Tesla — between its Megapack factory in Lathrop and its electric vehicle assembly plant in Fremont — is the second largest employer of San Joaquin County residents.

That is even after the company Elon Musk built laid off 14,000 employees, or 10 percent of its worldwide workforce in May.

The Lathrop Tesla facility reported a peak employment of 3,600 workers before the cutbacks.

But that isn’t all of the economic impact that the 12th largest company in the United States by market capitalization of $802 billion as of July 1 has on San Joaquin County.

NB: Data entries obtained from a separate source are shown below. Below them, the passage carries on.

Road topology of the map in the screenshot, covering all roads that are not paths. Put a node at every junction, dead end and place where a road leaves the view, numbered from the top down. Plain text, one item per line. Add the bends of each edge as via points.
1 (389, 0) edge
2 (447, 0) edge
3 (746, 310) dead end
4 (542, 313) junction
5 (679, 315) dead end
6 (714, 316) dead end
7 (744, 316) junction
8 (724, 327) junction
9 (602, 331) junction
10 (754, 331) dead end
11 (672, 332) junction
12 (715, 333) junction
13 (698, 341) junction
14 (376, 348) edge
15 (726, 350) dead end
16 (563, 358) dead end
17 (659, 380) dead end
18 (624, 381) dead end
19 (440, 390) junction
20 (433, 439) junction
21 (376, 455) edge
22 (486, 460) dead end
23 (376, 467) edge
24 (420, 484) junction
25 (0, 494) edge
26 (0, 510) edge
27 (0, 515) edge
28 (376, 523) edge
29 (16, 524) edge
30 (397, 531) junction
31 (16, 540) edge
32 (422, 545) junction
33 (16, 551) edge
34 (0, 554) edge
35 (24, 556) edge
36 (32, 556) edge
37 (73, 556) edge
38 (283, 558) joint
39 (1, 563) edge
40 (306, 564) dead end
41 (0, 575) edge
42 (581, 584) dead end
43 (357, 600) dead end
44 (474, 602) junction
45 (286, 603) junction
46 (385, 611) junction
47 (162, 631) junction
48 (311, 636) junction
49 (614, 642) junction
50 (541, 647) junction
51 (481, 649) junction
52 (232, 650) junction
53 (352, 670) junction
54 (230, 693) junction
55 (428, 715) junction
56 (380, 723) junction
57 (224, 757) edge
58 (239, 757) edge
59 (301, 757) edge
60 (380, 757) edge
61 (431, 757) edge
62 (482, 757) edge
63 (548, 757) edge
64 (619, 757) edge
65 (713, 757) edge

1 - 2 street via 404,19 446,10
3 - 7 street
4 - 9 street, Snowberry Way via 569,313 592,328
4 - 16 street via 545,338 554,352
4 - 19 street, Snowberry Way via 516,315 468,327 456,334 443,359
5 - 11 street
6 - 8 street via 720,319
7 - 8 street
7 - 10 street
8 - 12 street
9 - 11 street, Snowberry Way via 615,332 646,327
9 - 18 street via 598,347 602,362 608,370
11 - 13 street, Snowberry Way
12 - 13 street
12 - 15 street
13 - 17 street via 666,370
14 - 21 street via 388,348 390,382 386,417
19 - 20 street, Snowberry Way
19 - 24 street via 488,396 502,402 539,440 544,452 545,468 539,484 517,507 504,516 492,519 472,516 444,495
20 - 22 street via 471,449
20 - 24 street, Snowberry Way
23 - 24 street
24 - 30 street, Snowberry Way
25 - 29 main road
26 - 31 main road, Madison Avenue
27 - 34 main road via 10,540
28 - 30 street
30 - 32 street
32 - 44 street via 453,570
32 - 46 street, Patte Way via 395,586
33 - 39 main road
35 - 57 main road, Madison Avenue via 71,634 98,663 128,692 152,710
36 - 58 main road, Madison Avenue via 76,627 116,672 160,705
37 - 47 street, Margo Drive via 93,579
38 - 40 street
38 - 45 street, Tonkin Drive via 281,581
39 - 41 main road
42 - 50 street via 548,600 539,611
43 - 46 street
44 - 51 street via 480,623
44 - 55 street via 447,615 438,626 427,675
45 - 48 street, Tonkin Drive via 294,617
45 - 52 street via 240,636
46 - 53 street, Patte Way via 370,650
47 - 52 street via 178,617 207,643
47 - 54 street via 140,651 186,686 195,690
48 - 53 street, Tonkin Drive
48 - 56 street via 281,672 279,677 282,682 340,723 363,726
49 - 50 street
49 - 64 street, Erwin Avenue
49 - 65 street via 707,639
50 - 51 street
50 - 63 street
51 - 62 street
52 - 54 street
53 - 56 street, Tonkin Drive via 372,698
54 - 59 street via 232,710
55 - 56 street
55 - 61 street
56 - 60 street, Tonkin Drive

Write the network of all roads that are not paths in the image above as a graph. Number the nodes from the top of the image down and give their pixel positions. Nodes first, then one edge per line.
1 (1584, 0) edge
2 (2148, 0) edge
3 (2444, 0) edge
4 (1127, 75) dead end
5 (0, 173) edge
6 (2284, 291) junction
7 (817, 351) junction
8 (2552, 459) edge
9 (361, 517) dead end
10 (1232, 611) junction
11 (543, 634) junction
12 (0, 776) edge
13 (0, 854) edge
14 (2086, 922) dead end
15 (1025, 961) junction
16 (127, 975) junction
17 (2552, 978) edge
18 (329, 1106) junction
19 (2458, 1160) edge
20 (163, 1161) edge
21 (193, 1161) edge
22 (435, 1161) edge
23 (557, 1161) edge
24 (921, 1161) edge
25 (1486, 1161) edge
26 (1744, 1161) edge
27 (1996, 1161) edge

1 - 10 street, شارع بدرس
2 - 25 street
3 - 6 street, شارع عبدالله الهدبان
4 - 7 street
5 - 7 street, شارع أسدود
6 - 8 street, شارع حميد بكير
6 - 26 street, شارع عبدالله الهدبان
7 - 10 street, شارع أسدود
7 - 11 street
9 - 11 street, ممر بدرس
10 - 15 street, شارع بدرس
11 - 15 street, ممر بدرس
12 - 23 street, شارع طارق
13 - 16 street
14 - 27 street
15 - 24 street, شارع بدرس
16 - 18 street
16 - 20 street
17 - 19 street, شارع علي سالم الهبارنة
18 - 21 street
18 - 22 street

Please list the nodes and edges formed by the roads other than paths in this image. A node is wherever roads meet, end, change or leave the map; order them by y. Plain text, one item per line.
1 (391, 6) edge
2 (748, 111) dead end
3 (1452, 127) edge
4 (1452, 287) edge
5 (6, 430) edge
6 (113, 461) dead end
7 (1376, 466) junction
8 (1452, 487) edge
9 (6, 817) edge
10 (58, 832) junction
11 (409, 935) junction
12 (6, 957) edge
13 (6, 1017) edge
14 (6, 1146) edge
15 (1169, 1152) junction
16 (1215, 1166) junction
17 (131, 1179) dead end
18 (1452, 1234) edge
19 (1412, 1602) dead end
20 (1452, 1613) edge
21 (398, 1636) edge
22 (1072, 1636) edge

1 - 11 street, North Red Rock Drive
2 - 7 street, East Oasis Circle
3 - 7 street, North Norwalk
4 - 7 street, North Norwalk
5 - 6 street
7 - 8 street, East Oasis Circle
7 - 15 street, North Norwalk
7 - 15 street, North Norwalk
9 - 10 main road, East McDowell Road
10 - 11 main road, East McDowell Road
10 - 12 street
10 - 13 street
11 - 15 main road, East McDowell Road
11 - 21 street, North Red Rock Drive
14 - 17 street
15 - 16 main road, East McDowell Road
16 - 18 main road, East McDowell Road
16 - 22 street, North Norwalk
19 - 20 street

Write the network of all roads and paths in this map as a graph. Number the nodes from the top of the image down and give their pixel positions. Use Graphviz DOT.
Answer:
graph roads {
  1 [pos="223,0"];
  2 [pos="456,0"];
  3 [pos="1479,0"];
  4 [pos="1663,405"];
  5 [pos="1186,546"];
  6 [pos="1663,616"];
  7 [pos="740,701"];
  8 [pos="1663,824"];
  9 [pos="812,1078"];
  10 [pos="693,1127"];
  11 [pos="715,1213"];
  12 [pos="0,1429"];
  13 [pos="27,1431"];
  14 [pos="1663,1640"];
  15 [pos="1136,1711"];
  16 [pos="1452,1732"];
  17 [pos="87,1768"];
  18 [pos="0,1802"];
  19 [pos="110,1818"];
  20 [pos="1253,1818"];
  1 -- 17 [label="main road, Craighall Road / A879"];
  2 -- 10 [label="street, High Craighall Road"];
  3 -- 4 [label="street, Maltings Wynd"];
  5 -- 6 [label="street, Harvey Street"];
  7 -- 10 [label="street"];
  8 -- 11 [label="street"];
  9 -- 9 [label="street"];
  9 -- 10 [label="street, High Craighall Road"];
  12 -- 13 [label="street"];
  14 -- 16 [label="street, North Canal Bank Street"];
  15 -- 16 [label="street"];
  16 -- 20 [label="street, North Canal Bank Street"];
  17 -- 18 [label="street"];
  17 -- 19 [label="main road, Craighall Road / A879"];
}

A large share of the nearly 20,000 workers at the Fremont Tesla assembly plant reside in the county

A fleet of buses each day stop in Manteca to take workers to — and bring them home from — the factory in Fremont 55 miles away.

There are now 11 Amazon distribution facilities in the county, including two in Manteca. It represents a $9 billion and counting investment in San Joaquin County by Amazon.

Today, Amazon is the No. 1 private sector employer in San Joaquin County with more than 13,000 workers.

Amazon, as of July 1, was the fifth largest United States firm in terms of market capitalization at $2.01 trillion.

Distribution and fulfillment centers provide jobs to 17 percent of the overall workforce in San Joaquin County.

The Lathrop Megafactory is one of the largest utility-scale battery factories in North America, capable of producing 10,000 Megapack units every year, equal to 40 GWh of clean energy storage.  

The massive, truck trailer-sized battery is not used not for cars or homes, but to store excess power from the power grid and funnel that power back when it is needed most.

 

Megapacks store energy for the grid reliably and safely, eliminating the need for gas peaker plants and helping to avoid outages. Each unit can store over 3.9 MWh of energy or  enough energy to power an average of 3,600 homes for one hour.

Twelve years ago, there wasn’t an Amazon facility in San Joaquin County.

And the structure housing the Lathrop Megapack factory was a JC Penney distribution center.

The unemployment rate was north of 15 percent.

Today it is half that at 7.5 percent.

The gap has been closed in a large part by distribution jobs led by Amazon.

But there are also a growing number of manufacturers such as Tesla contributing to the job growth.